“There are many people who have mental disorders from reasons other than overwork.”
says Dr. Miyake Taku, an industrial physician who has been engaged in employee health through FAST RETAILING, also known as UNIQLO.
According to Dr. Miyake, the key word in mental disorders in the workplace is “tense state”.
We humans have a nerve called the sympathetic nerve to activate the mind and body during times of stress. When placed in a new environment such as new employment, transfer, or promotion, our body prioritizes sympathetic nerves over tension. However, it can only last as long three months. When the state of tension is over, if “the debt to the body” that it had accumulated up to that point is large, it appears through symptoms such as not being able to wake up, sleep, eat, or stop crying.

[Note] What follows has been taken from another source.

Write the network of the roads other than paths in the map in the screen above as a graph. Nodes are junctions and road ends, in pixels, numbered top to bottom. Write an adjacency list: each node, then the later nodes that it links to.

Dr. Miyake gives two types of people who would be especially prone to mental disorders.
The first is a person who has chosen his or her workplace without completely grasping what he or she likes or dislikes. People who have a job they love often feel content about working regardless of the environment. However, students tend to think that getting a job offer is a about the company’s name recognition and stability. In comparison, a mismatch would rarely occur if students look at a company from the viewpoint of whether they would truly enjoy working there.
The second type is a person who does not have any activities outside of work. Some people may feel that because work is for making a living, they do not need to necessarily like it. But if they have activities to refresh themselves, they can maintain their mental health even when they are not doing so well at work. Dr. Miyake points out, “If you do not have an exciting element in your work, home or hobby, you will easily fall into mental trouble.” In other words, it is important to have something you like in your life; if you don’t like your job, it’s crucial to take up a hobby you enjoy.

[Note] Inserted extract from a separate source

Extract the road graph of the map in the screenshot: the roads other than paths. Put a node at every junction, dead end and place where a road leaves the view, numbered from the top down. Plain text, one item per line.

So what do you need to do to find out what you like?
Dr. Miyake says that it is necessary to go through different experiences such as volunteering, travelling, or accepting homestays if you’re a student. Rather than thinking with your head, you can realize what you like and what you don’t by stepping into areas in which you are inexperienced. “This is not done by most people, but the time to do it is when you’re a student,” Dr. Miyake emphasizes. It makes a big difference whether you know or don’t know what you would like to do in your adult life, which is far longer than your student life.
Now may be the chance to make clear if what you think you want to do is what you truly love.